Newly released details about a 2019 plane crash that killed nine of 12 members of an Idaho family revealed that a buildup of snow and ice on the wings and other parts of the plane played a significant role in the crash shortly after takeoff.
A number of documents made public by the National Transportation Safety Board concluded that the pilot did not completely remove snow and ice before taking off during a storm, that more people were on board than available seats, and that the plane was more than 100 pounds over its maximum weight limit.
An investigation of the crash is ongoing, and a final analysis will be released at a later date, a safety board spokesman said on Monday.
The plane, a Pilatus PC-12 single-engine turboprop, was traveling from Chamberlain, S.D., about 140 miles west of Sioux Falls, S.D., to the Idaho Falls Regional Airport, when it crashed before noon local time on Nov. 30, 2019, according to the N.T.S.B.
Nine people, including two children, died, spanning four generations of the family. The victims included Jim Hansen and Kirk Hansen, brothers and founders of Kyäni, a health and wellness company; their father, James; Kirk Hansen’s sons Stockton and Logan; and Kyle Taylor and Tyson Dennert, his sons-in-law.
Three people survived the crash, but they were seriously injured, including Kirk Hansen’s son Josh, Matt Hansen and Thomas Long.
According to a witness statement from Carey Story, the owner of the lodge where the family was staying, the pilot thought there would be favorable weather for flying that day between 11:30 a.m. and 2:30 p.m. when the temperature would be just above freezing at 33 to 34 degrees. The safety board has not identified the pilot.
The documents include a weather report, which noted that on the morning of the crash the National Weather Service in Sioux Falls reported conditions “about as messy and complex as a forecast gets” with snow, ice and freezing rain possible.
The pilot and a passenger worked for about three hours to remove snow and ice that built up on the plane overnight, according to the witness statement. The pilot and the passenger used a 7-foot ladder to remove snow and ice from the plane, but it was not high enough to reach the top of the plane’s tail. “It was snowing hard at the time the pilot took off,” Mr. Story said in his statement, and he said he asked the pilot to stay another night at the lodge. The pilot said they needed to return home.

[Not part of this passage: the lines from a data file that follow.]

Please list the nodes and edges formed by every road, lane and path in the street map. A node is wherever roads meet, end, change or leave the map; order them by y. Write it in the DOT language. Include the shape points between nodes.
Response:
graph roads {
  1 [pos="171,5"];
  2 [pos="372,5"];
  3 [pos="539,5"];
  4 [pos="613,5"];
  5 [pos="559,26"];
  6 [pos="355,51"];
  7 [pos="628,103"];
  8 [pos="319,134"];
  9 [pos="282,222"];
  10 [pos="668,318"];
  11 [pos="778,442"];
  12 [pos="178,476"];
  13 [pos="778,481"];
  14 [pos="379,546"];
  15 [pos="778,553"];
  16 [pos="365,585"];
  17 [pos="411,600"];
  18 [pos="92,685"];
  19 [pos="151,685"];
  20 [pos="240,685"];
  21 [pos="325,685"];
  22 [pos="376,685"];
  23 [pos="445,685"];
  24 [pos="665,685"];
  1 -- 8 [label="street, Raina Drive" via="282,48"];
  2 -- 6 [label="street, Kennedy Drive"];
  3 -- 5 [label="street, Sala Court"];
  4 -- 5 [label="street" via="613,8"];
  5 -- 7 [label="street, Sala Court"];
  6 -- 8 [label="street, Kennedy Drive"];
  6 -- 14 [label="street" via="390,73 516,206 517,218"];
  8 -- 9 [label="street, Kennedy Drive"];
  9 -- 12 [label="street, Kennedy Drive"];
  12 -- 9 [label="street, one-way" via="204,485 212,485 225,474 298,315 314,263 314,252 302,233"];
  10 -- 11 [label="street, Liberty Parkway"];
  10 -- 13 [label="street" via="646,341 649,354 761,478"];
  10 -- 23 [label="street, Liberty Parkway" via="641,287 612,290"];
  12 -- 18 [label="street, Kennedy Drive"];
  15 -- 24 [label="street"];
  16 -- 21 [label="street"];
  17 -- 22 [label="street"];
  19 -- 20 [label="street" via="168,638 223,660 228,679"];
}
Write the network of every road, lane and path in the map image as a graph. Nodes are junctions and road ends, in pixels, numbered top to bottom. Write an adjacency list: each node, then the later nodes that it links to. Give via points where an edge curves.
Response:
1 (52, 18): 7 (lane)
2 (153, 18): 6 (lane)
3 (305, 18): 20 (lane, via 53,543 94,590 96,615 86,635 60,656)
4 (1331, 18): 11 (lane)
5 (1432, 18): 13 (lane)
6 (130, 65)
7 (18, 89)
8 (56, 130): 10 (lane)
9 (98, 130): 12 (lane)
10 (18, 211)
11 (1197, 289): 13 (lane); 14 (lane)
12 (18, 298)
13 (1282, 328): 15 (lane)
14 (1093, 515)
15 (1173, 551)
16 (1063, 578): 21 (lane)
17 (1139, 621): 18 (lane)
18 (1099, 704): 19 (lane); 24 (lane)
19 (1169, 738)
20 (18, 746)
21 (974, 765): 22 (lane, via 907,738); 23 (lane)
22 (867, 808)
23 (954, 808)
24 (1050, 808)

Mr. Story said he saw the pilot complete a flight control check before takeoff, and that all flight controls appeared to move freely. He said the pilot told him the plane was “98 percent good and the remaining ice would come off during takeoff.”
When the pilot was removing ice off the plane that morning, he commented that “it’s coming off pretty good,” according to a separate witness statement from Dusten Hrabe, the Chamberlain Airport manager. The weather seemed to be deteriorating, Mr. Hrabe said in his witness statement.
A man who was near the airport before the crash, Scott Lewis, said he was sweeping snow off his daughter’s car before the plane took off, according to an eyewitness report he sent to the N.T.S.B.
“It was snowing so hard I could not see the plane,” he said in an email to the safety board.
The newly released documents also show that there were more people on the plane than available 10 passenger seats. Two people were likely sitting in the aisle of the cabin, according to the documents.
The Sioux Falls Argus Leader reported on the newly released documents and video last week, calling the crash the deadliest in the state since 1968.
In a preliminary report released about a month after the crash, the board said that two of the plane’s warning systems — the cockpit stall warning and the stick shaker — were activated about one second after liftoff. Another warning system, the stick pusher, was activated after about 15 seconds after liftoff.
The plane climbed to 460 feet in the air before it crashed in a cornfield less than a mile from the airport, the board said. Radio communications were not received from the pilot, and the plane never established radar contact, according to the agency.